Doesn't this rule also determine what a given sentence comprising a law (or a Constitution) means as well? Admittedly, some laws are written using terms of art with which most competent speakers of English are unfamiliar, but these terms of art are, in turn, defined in more familiar terms, so, where terms of art are concerned, the rule just needs to be applied "one level up."

I don't know if Orin's criteria for determining the meaning of a law -- to ascertain "what legal institutions believe they must do or not do [according to] widely shared practices of interpretation" -- is just another way of phrasing the test articulated above, but I doubt it. It seems to me that, on Orin's account, the law might express something that the competent speaker of the language in which it is written would not take it to express (if, say, some bizarre practice of interpretation becomes popular). Why should we accept an account of legal interpretation on which ordinary English terms might acquire a radically different meaning simply in virtue of their comprising a statute?
7.17.2008 6:51pm
Gil Milbauer (mail) (www):
So, how can Orin explain non-unanimous SC decisions?

When Supreme Court Justices disagree, doesn't that mean that some of them are wrong about constitutionality?

If so, why couldn't the majority be wrong like that?

Was there no truth of the matter before the ruling?

If five Justices rule that "The Constitution has 14 branches of government overseen by a Giant Iguana King named Hector." are they correct by definition?

What does it mean when the Court reverses itself? Does the truth of the matter change, or was there just an incorrect prevailing decision?

Maybe Orin is just telling us that when he says something is constitutional, he just means that that's the current state of the law. But if he's disparaging the alternative usage of others, I don't think it makes sense.
7.17.2008 7:16pm
ReaderY:
Are we being Hectored again? $@#$@* iguana droppings...
7.17.2008 9:19pm
Sasha Volokh (mail) (www):
Gil: I don't think Orin's arguing that the Supreme Court determines the truth, just that it determines the law.

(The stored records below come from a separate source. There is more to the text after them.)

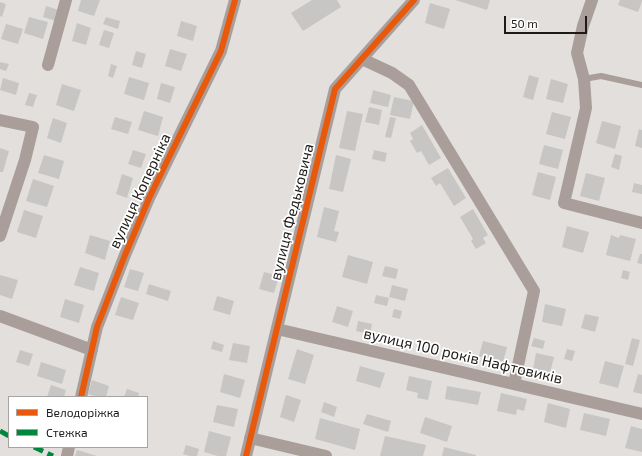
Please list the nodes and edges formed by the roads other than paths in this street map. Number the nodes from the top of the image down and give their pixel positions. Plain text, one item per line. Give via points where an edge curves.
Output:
1 (66, 0) edge
2 (235, 0) edge
3 (414, 0) edge
4 (592, 0) edge
5 (362, 59) junction
6 (48, 65) dead end
7 (584, 79) junction
8 (642, 85) edge
9 (0, 120) edge
10 (642, 223) edge
11 (0, 236) edge
12 (0, 316) edge
13 (277, 329) junction
14 (92, 350) junction
15 (514, 384) junction
16 (81, 396) edge
17 (642, 414) edge
18 (250, 438) junction
19 (246, 456) edge
20 (326, 456) edge

1 - 6 street
2 - 14 street, вулиця Коперніка via 221,51 150,196 97,327
3 - 5 street, вулиця Федьковича
4 - 7 street via 577,53
5 - 13 street, вулиця Федьковича via 335,90
5 - 15 street via 392,73 409,85 534,291
7 - 8 lane via 601,76
7 - 10 street via 586,108 564,203
9 - 11 street via 33,127
12 - 14 street
13 - 15 street, вулиця 100 років Нафтовиків
13 - 18 street, вулиця Федьковича
14 - 16 street, вулиця Коперніка
15 - 17 street, вулиця 100 років Нафтовиків
18 - 19 street, вулиця Федьковича
18 - 20 street

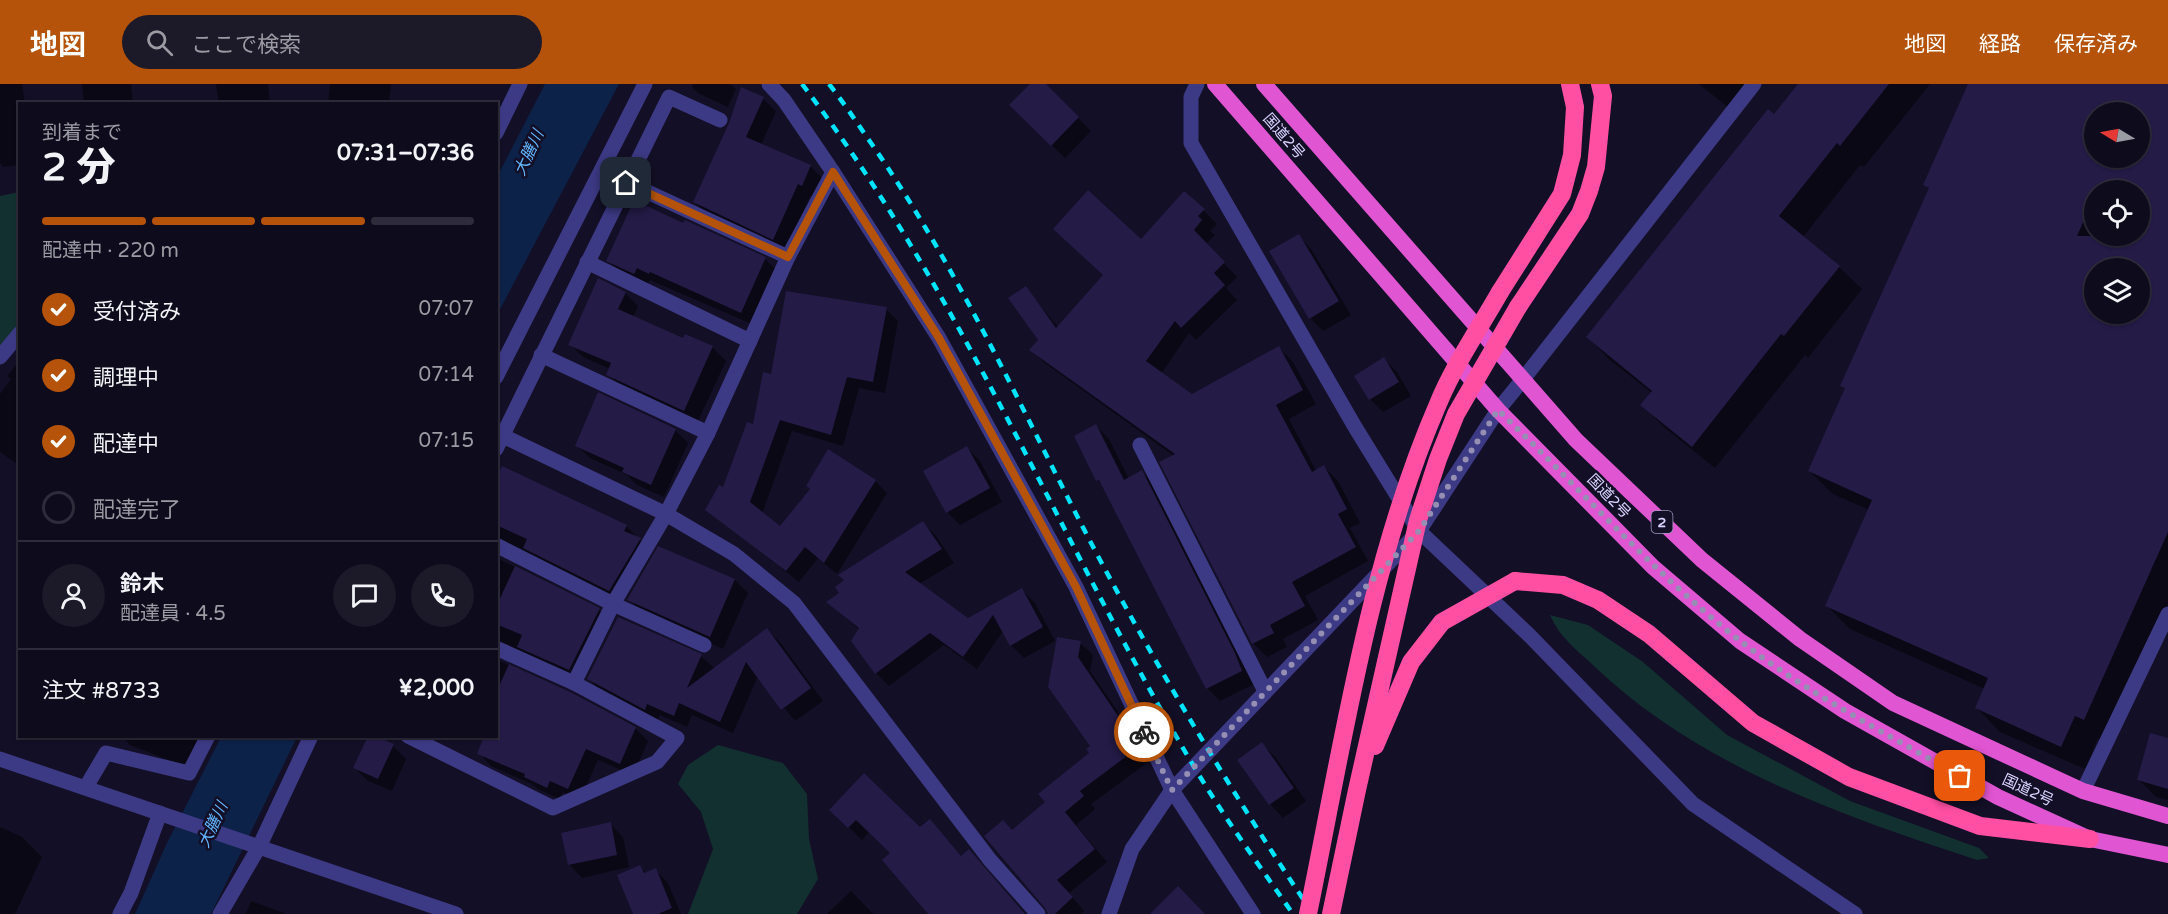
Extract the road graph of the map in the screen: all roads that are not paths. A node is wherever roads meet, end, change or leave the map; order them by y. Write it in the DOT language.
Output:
graph roads {
  1 [pos="520,84"];
  2 [pos="645,84"];
  3 [pos="769,84"];
  4 [pos="1197,84"];
  5 [pos="1215,84"];
  6 [pos="1264,84"];
  7 [pos="1570,84"];
  8 [pos="1600,84"];
  9 [pos="1754,84"];
  10 [pos="720,120"];
  11 [pos="498,129"];
  12 [pos="833,172"];
  13 [pos="626,183"];
  14 [pos="788,257"];
  15 [pos="587,262"];
  16 [pos="18,335"];
  17 [pos="750,341"];
  18 [pos="541,355"];
  19 [pos="0,357"];
  20 [pos="498,373"];
  21 [pos="1524,378"];
  22 [pos="1498,410"];
  23 [pos="708,434"];
  24 [pos="500,442"];
  25 [pos="1140,445"];
  26 [pos="666,514"];
  27 [pos="1419,531"];
  28 [pos="498,546"];
  29 [pos="614,604"];
  30 [pos="2168,614"];
  31 [pos="704,645"];
  32 [pos="498,649"];
  33 [pos="574,683"];
  34 [pos="1265,691"];
  35 [pos="207,738"];
  36 [pos="310,738"];
  37 [pos="412,738"];
  38 [pos="0,759"];
  39 [pos="86,787"];
  40 [pos="1172,790"];
  41 [pos="1356,790"];
  42 [pos="2083,791"];
  43 [pos="165,815"];
  44 [pos="2168,816"];
  45 [pos="2090,839"];
  46 [pos="254,845"];
  47 [pos="2168,855"];
  48 [pos="120,914"];
  49 [pos="220,914"];
  50 [pos="456,914"];
  51 [pos="1038,914"];
  52 [pos="1109,914"];
  53 [pos="1253,914"];
  54 [pos="1308,914"];
  55 [pos="1331,914"];
  56 [pos="1855,914"];
  1 -- 11 [label="street"];
  2 -- 20 [label="street"];
  3 -- 12 [label="street"];
  4 -- 27 [label="street"];
  5 -- 22 [label="highway, 国道2号"];
  6 -- 21 [label="highway, 国道2号 / 2"];
  7 -- 54 [label="highway, bridge"];
  8 -- 41 [label="highway, bridge"];
  9 -- 21 [label="street"];
  10 -- 13 [label="street"];
  12 -- 14 [label="street"];
  12 -- 40 [label="street"];
  13 -- 14 [label="street"];
  13 -- 15 [label="street"];
  14 -- 17 [label="street"];
  15 -- 17 [label="street"];
  15 -- 18 [label="street"];
  16 -- 19 [label="street"];
  17 -- 23 [label="street"];
  18 -- 23 [label="street"];
  18 -- 24 [label="street"];
  21 -- 22 [label="street"];
  21 -- 42 [label="highway, 国道2号 / 2"];
  22 -- 27 [label="street"];
  22 -- 45 [label="highway, 国道2号"];
  23 -- 26 [label="street"];
  24 -- 26 [label="street"];
  25 -- 34 [label="street"];
  26 -- 29 [label="street"];
  26 -- 51 [label="street"];
  27 -- 34 [label="street"];
  27 -- 56 [label="street"];
  28 -- 29 [label="street"];
  29 -- 31 [label="street"];
  29 -- 33 [label="street"];
  30 -- 42 [label="street"];
  32 -- 33 [label="street"];
  33 -- 37 [label="street"];
  34 -- 40 [label="street"];
  35 -- 39 [label="street"];
  36 -- 46 [label="street"];
  38 -- 39 [label="street"];
  39 -- 43 [label="street"];
  40 -- 52 [label="street"];
  40 -- 53 [label="street"];
  41 -- 45 [label="highway, bridge"];
  41 -- 55 [label="highway, bridge"];
  42 -- 44 [label="highway, 国道2号 / 2"];
  43 -- 46 [label="street"];
  43 -- 48 [label="street"];
  45 -- 47 [label="highway, 国道2号"];
  46 -- 49 [label="street"];
  46 -- 50 [label="street"];
}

I'm sure Orin agrees with you that there may be a truth of the matter separate from what the Court or other branches-in-power say, just he disputes that that truth of the matter is usefully called "law."
7.18.2008 12:07am
Gil (mail) (www):
Ok. But, he wrote not only of what the "law" is, but also about what the Constitution means. That may be where the confusion is coming from.

Also, I think Hayek and others distinguished between law and legislation. Orin is free to use the word as he likes, and it's great that he clarifies what that is. But, I think it's wrong to portray others' different usage as confused.